TASK DETAILS>
Please set down only the lines between the line containing "Extract the road" and the end of the records, inclusive, exactly as they stand.

****************************************

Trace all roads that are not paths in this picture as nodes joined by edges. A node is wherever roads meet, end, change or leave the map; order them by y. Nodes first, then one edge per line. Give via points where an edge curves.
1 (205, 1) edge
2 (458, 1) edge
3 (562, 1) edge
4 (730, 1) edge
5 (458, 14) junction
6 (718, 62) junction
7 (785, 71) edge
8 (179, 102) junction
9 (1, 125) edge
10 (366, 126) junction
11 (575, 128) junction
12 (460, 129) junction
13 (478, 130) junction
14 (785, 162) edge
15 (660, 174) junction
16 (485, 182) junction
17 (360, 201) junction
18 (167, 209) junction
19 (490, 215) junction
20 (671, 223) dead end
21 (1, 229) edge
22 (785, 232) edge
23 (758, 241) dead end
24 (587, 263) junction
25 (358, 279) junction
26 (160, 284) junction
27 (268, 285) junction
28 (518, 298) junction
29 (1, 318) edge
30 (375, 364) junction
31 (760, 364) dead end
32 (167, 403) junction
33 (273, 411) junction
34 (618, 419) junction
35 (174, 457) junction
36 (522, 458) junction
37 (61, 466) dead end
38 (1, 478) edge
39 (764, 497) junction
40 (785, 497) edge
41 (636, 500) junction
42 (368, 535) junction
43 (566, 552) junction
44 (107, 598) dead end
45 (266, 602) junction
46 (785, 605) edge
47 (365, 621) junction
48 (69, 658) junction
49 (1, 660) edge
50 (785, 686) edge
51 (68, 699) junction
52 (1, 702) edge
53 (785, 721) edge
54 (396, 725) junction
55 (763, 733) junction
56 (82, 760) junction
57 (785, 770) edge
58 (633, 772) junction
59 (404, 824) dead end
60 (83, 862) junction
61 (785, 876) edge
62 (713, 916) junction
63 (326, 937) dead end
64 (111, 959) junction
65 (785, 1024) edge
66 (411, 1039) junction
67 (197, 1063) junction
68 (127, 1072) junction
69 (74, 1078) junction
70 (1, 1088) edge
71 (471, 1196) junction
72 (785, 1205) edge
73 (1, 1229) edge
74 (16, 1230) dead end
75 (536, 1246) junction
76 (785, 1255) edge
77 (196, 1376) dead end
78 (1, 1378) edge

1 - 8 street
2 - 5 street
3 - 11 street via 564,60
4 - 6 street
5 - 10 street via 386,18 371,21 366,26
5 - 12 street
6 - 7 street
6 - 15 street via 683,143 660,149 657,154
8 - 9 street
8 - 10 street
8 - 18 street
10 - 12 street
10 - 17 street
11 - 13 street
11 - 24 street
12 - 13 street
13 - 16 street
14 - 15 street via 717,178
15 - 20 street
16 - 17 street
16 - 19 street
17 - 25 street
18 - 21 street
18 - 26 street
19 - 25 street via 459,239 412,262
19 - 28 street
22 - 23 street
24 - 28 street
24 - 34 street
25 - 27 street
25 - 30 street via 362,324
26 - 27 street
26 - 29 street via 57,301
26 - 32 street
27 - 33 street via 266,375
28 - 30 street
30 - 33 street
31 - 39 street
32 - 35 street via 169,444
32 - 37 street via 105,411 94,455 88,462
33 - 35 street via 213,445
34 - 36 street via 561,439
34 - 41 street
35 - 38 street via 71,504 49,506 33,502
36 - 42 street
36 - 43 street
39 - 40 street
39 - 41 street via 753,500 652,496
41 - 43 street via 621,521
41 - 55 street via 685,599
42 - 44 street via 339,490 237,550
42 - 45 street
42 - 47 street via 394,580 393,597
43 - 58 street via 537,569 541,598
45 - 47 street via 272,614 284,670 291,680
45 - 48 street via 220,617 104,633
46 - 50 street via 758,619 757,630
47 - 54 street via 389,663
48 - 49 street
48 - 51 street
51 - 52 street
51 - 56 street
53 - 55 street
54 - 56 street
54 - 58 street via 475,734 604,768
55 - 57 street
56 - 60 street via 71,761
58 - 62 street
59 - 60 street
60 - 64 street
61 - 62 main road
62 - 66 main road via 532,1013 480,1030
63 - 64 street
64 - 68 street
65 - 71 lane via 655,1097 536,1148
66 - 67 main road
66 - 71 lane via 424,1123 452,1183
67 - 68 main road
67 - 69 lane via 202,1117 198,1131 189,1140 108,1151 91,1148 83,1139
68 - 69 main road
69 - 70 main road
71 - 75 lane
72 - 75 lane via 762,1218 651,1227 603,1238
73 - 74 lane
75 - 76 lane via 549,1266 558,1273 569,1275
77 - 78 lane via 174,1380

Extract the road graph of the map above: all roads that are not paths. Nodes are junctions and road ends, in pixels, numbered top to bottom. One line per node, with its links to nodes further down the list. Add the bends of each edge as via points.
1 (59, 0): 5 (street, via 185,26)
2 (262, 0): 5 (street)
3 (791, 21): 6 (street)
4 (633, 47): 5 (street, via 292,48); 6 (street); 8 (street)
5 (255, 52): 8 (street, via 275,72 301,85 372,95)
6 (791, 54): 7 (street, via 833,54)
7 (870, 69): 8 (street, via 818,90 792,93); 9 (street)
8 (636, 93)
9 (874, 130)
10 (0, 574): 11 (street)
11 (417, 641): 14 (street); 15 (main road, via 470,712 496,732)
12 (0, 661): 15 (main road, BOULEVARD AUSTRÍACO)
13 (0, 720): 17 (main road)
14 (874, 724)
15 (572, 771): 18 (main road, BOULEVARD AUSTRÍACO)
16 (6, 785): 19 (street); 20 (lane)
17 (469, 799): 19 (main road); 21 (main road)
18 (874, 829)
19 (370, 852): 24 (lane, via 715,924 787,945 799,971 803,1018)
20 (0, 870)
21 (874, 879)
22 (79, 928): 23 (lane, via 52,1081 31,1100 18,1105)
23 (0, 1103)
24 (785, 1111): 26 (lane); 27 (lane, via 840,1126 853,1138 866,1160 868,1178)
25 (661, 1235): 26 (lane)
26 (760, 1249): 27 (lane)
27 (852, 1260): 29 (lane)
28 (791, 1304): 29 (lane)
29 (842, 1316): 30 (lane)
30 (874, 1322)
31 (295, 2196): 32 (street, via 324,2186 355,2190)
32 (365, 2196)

****************************************

TASK OUTPUT>
Extract the road graph of the map above: all roads that are not paths. Nodes are junctions and road ends, in pixels, numbered top to bottom. One line per node, with its links to nodes further down the list. Add the bends of each edge as via points.
1 (59, 0): 5 (street, via 185,26)
2 (262, 0): 5 (street)
3 (791, 21): 6 (street)
4 (633, 47): 5 (street, via 292,48); 6 (street); 8 (street)
5 (255, 52): 8 (street, via 275,72 301,85 372,95)
6 (791, 54): 7 (street, via 833,54)
7 (870, 69): 8 (street, via 818,90 792,93); 9 (street)
8 (636, 93)
9 (874, 130)
10 (0, 574): 11 (street)
11 (417, 641): 14 (street); 15 (main road, via 470,712 496,732)
12 (0, 661): 15 (main road, BOULEVARD AUSTRÍACO)
13 (0, 720): 17 (main road)
14 (874, 724)
15 (572, 771): 18 (main road, BOULEVARD AUSTRÍACO)
16 (6, 785): 19 (street); 20 (lane)
17 (469, 799): 19 (main road); 21 (main road)
18 (874, 829)
19 (370, 852): 24 (lane, via 715,924 787,945 799,971 803,1018)
20 (0, 870)
21 (874, 879)
22 (79, 928): 23 (lane, via 52,1081 31,1100 18,1105)
23 (0, 1103)
24 (785, 1111): 26 (lane); 27 (lane, via 840,1126 853,1138 866,1160 868,1178)
25 (661, 1235): 26 (lane)
26 (760, 1249): 27 (lane)
27 (852, 1260): 29 (lane)
28 (791, 1304): 29 (lane)
29 (842, 1316): 30 (lane)
30 (874, 1322)
31 (295, 2196): 32 (street, via 324,2186 355,2190)
32 (365, 2196)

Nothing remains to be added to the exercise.